TASK GOAL >>
Every single entry must be reproduced precisely.

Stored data
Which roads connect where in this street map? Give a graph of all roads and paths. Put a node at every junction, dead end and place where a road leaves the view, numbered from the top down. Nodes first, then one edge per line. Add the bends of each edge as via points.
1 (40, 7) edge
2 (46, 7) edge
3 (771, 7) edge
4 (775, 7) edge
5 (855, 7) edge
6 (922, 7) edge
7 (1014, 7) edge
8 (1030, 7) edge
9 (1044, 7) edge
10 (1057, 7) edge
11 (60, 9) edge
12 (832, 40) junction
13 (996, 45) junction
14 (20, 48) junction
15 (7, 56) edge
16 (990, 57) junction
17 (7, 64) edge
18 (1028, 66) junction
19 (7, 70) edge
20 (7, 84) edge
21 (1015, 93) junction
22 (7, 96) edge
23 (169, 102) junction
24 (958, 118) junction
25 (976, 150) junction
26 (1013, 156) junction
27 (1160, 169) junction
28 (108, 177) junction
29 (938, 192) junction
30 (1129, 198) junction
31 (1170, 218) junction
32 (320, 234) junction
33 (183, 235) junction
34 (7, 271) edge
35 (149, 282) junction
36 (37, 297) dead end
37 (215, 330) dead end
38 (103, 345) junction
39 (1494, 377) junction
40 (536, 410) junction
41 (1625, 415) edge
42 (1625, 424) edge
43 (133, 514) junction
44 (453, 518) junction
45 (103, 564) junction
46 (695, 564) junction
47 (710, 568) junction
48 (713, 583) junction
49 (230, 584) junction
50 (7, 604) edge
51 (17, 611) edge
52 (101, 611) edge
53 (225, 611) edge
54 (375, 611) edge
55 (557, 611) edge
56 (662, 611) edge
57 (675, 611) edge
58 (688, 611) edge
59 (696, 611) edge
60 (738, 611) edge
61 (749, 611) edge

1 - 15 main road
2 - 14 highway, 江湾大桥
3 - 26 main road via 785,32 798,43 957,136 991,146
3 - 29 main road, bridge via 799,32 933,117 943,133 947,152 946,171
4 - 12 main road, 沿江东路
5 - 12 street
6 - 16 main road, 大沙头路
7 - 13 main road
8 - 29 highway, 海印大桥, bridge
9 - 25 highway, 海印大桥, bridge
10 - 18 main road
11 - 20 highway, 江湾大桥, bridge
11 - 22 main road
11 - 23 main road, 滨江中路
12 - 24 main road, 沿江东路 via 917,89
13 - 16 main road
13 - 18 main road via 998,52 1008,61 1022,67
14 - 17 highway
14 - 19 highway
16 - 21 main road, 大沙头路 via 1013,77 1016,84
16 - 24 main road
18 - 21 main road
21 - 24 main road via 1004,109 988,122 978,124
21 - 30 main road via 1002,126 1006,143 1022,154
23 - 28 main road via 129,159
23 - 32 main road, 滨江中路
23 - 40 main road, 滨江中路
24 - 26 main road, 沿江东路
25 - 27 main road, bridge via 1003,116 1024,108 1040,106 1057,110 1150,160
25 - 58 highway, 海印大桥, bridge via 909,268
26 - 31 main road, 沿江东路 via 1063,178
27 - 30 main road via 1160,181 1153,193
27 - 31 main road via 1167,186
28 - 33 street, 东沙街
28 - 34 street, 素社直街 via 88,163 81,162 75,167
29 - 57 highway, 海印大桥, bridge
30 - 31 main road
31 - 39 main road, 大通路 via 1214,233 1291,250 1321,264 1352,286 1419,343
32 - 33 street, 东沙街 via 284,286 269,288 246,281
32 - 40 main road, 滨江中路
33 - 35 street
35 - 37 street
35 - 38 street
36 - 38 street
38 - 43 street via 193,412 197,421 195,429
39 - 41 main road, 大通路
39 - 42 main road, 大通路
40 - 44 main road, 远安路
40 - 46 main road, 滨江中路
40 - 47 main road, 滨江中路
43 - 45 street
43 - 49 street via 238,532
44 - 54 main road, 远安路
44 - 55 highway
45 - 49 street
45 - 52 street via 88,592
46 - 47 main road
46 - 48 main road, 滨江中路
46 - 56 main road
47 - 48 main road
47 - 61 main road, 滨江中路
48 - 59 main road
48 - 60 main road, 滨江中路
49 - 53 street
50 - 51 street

YOUR SOLUTION >>
Which roads connect where in this street map? Give a graph of all roads and paths. Put a node at every junction, dead end and place where a road leaves the view, numbered from the top down. Nodes first, then one edge per line. Add the bends of each edge as via points.
1 (40, 7) edge
2 (46, 7) edge
3 (771, 7) edge
4 (775, 7) edge
5 (855, 7) edge
6 (922, 7) edge
7 (1014, 7) edge
8 (1030, 7) edge
9 (1044, 7) edge
10 (1057, 7) edge
11 (60, 9) edge
12 (832, 40) junction
13 (996, 45) junction
14 (20, 48) junction
15 (7, 56) edge
16 (990, 57) junction
17 (7, 64) edge
18 (1028, 66) junction
19 (7, 70) edge
20 (7, 84) edge
21 (1015, 93) junction
22 (7, 96) edge
23 (169, 102) junction
24 (958, 118) junction
25 (976, 150) junction
26 (1013, 156) junction
27 (1160, 169) junction
28 (108, 177) junction
29 (938, 192) junction
30 (1129, 198) junction
31 (1170, 218) junction
32 (320, 234) junction
33 (183, 235) junction
34 (7, 271) edge
35 (149, 282) junction
36 (37, 297) dead end
37 (215, 330) dead end
38 (103, 345) junction
39 (1494, 377) junction
40 (536, 410) junction
41 (1625, 415) edge
42 (1625, 424) edge
43 (133, 514) junction
44 (453, 518) junction
45 (103, 564) junction
46 (695, 564) junction
47 (710, 568) junction
48 (713, 583) junction
49 (230, 584) junction
50 (7, 604) edge
51 (17, 611) edge
52 (101, 611) edge
53 (225, 611) edge
54 (375, 611) edge
55 (557, 611) edge
56 (662, 611) edge
57 (675, 611) edge
58 (688, 611) edge
59 (696, 611) edge
60 (738, 611) edge
61 (749, 611) edge

1 - 15 main road
2 - 14 highway, 江湾大桥
3 - 26 main road via 785,32 798,43 957,136 991,146
3 - 29 main road, bridge via 799,32 933,117 943,133 947,152 946,171
4 - 12 main road, 沿江东路
5 - 12 street
6 - 16 main road, 大沙头路
7 - 13 main road
8 - 29 highway, 海印大桥, bridge
9 - 25 highway, 海印大桥, bridge
10 - 18 main road
11 - 20 highway, 江湾大桥, bridge
11 - 22 main road
11 - 23 main road, 滨江中路
12 - 24 main road, 沿江东路 via 917,89
13 - 16 main road
13 - 18 main road via 998,52 1008,61 1022,67
14 - 17 highway
14 - 19 highway
16 - 21 main road, 大沙头路 via 1013,77 1016,84
16 - 24 main road
18 - 21 main road
21 - 24 main road via 1004,109 988,122 978,124
21 - 30 main road via 1002,126 1006,143 1022,154
23 - 28 main road via 129,159
23 - 32 main road, 滨江中路
23 - 40 main road, 滨江中路
24 - 26 main road, 沿江东路
25 - 27 main road, bridge via 1003,116 1024,108 1040,106 1057,110 1150,160
25 - 58 highway, 海印大桥, bridge via 909,268
26 - 31 main road, 沿江东路 via 1063,178
27 - 30 main road via 1160,181 1153,193
27 - 31 main road via 1167,186
28 - 33 street, 东沙街
28 - 34 street, 素社直街 via 88,163 81,162 75,167
29 - 57 highway, 海印大桥, bridge
30 - 31 main road
31 - 39 main road, 大通路 via 1214,233 1291,250 1321,264 1352,286 1419,343
32 - 33 street, 东沙街 via 284,286 269,288 246,281
32 - 40 main road, 滨江中路
33 - 35 street
35 - 37 street
35 - 38 street
36 - 38 street
38 - 43 street via 193,412 197,421 195,429
39 - 41 main road, 大通路
39 - 42 main road, 大通路
40 - 44 main road, 远安路
40 - 46 main road, 滨江中路
40 - 47 main road, 滨江中路
43 - 45 street
43 - 49 street via 238,532
44 - 54 main road, 远安路
44 - 55 highway
45 - 49 street
45 - 52 street via 88,592
46 - 47 main road
46 - 48 main road, 滨江中路
46 - 56 main road
47 - 48 main road
47 - 61 main road, 滨江中路
48 - 59 main road
48 - 60 main road, 滨江中路
49 - 53 street
50 - 51 street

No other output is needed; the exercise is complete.